INSTRUCTIONS TO FOLLOW:
Where in the data below does the word "Diego" appear? Copy each line that holds it.

[INPUT FOR THIS TASK Boundary: Start]

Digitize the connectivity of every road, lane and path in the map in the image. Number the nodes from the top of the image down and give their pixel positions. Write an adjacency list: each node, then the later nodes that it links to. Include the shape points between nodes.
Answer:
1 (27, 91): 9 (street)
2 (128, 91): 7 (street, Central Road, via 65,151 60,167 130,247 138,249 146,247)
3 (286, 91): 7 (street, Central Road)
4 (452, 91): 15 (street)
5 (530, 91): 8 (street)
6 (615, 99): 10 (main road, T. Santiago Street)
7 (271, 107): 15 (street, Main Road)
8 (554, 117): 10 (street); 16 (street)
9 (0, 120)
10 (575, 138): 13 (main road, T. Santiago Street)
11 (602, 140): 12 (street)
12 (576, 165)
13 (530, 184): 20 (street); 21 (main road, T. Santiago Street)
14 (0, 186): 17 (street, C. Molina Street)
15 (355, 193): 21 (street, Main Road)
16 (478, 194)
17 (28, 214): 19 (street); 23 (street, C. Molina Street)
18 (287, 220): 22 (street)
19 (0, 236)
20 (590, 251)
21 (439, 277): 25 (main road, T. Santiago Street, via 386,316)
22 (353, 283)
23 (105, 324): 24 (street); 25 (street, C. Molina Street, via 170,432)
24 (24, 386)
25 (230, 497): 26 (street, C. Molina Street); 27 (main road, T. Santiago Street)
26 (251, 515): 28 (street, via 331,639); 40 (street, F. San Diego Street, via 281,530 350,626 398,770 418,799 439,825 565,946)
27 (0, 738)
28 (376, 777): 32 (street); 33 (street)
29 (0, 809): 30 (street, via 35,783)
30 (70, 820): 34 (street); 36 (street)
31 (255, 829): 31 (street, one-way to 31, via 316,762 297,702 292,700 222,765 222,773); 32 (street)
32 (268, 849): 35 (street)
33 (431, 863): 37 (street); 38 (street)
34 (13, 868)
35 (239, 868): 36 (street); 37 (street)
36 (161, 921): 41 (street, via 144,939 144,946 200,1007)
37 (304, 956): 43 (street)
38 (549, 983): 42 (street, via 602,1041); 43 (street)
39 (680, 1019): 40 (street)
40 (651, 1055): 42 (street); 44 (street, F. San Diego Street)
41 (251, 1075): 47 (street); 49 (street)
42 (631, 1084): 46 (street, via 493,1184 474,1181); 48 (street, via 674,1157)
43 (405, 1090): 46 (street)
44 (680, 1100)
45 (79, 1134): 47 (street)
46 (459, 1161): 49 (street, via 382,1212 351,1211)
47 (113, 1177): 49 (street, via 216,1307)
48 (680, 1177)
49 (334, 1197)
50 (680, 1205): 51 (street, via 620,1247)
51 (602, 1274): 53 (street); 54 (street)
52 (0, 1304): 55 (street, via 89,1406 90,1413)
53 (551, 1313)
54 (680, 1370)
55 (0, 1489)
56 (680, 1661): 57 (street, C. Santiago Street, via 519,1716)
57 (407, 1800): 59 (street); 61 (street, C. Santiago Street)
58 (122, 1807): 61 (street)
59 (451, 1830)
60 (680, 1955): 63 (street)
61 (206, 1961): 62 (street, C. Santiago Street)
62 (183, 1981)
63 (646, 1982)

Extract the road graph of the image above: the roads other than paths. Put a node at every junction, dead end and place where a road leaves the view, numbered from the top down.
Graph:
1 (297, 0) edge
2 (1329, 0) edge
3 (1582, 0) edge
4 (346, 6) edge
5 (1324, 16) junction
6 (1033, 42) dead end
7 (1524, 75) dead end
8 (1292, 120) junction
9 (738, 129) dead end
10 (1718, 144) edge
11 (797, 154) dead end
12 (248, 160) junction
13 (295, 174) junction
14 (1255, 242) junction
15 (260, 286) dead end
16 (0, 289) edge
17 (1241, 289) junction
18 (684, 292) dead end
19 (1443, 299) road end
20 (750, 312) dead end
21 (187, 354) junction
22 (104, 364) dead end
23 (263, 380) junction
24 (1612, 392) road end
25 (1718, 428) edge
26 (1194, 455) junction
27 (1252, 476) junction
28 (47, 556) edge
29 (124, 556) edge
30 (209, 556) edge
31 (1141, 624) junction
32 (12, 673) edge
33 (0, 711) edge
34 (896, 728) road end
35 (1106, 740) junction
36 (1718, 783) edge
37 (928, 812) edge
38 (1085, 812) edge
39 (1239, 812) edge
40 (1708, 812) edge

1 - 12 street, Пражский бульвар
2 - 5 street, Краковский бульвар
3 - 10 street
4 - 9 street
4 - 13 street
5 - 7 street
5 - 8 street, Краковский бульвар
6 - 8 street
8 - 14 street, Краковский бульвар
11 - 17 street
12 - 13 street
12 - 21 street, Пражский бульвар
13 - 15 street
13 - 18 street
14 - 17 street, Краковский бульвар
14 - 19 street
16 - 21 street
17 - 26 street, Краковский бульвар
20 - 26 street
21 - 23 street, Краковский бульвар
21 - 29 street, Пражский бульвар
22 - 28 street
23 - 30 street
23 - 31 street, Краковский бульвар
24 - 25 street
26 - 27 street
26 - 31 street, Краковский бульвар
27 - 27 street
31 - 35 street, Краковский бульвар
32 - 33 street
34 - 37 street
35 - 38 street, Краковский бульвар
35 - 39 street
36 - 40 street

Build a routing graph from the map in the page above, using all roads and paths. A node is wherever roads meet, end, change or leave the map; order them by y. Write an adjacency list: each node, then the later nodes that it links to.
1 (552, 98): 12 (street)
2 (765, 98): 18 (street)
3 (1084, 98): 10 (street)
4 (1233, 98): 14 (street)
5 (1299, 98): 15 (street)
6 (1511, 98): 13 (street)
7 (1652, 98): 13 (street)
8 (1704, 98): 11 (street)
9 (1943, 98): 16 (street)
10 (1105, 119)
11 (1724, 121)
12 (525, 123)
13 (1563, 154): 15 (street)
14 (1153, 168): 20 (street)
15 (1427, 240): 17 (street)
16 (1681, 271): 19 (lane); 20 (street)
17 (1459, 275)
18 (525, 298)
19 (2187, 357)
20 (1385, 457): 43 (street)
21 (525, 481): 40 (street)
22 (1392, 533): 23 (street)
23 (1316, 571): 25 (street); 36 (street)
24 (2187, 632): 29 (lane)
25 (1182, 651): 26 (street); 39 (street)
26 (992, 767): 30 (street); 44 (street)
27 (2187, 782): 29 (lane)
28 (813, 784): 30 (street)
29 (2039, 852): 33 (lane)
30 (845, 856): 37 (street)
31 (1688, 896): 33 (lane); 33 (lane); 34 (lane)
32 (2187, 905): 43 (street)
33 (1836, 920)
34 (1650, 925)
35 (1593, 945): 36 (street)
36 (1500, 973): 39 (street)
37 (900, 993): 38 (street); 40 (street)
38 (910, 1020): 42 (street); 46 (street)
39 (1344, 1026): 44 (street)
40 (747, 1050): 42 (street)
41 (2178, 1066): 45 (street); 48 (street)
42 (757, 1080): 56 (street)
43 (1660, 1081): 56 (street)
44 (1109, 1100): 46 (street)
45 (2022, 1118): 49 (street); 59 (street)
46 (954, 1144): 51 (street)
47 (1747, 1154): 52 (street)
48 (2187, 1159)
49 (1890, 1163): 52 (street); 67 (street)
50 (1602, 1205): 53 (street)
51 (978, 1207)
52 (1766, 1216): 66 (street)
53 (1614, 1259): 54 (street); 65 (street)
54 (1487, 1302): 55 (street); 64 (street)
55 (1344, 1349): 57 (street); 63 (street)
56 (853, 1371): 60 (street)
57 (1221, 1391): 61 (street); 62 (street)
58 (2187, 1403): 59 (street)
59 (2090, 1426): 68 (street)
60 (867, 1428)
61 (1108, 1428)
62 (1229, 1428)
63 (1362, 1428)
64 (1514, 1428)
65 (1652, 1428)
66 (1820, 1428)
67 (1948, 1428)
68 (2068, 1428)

[INPUT FOR THIS TASK Boundary: End]

EXPECTED OUTPUT:
26 (251, 515): 28 (street, via 331,639); 40 (street, F. San Diego Street, via 281,530 350,626 398,770 418,799 439,825 565,946)
40 (651, 1055): 42 (street); 44 (street, F. San Diego Street)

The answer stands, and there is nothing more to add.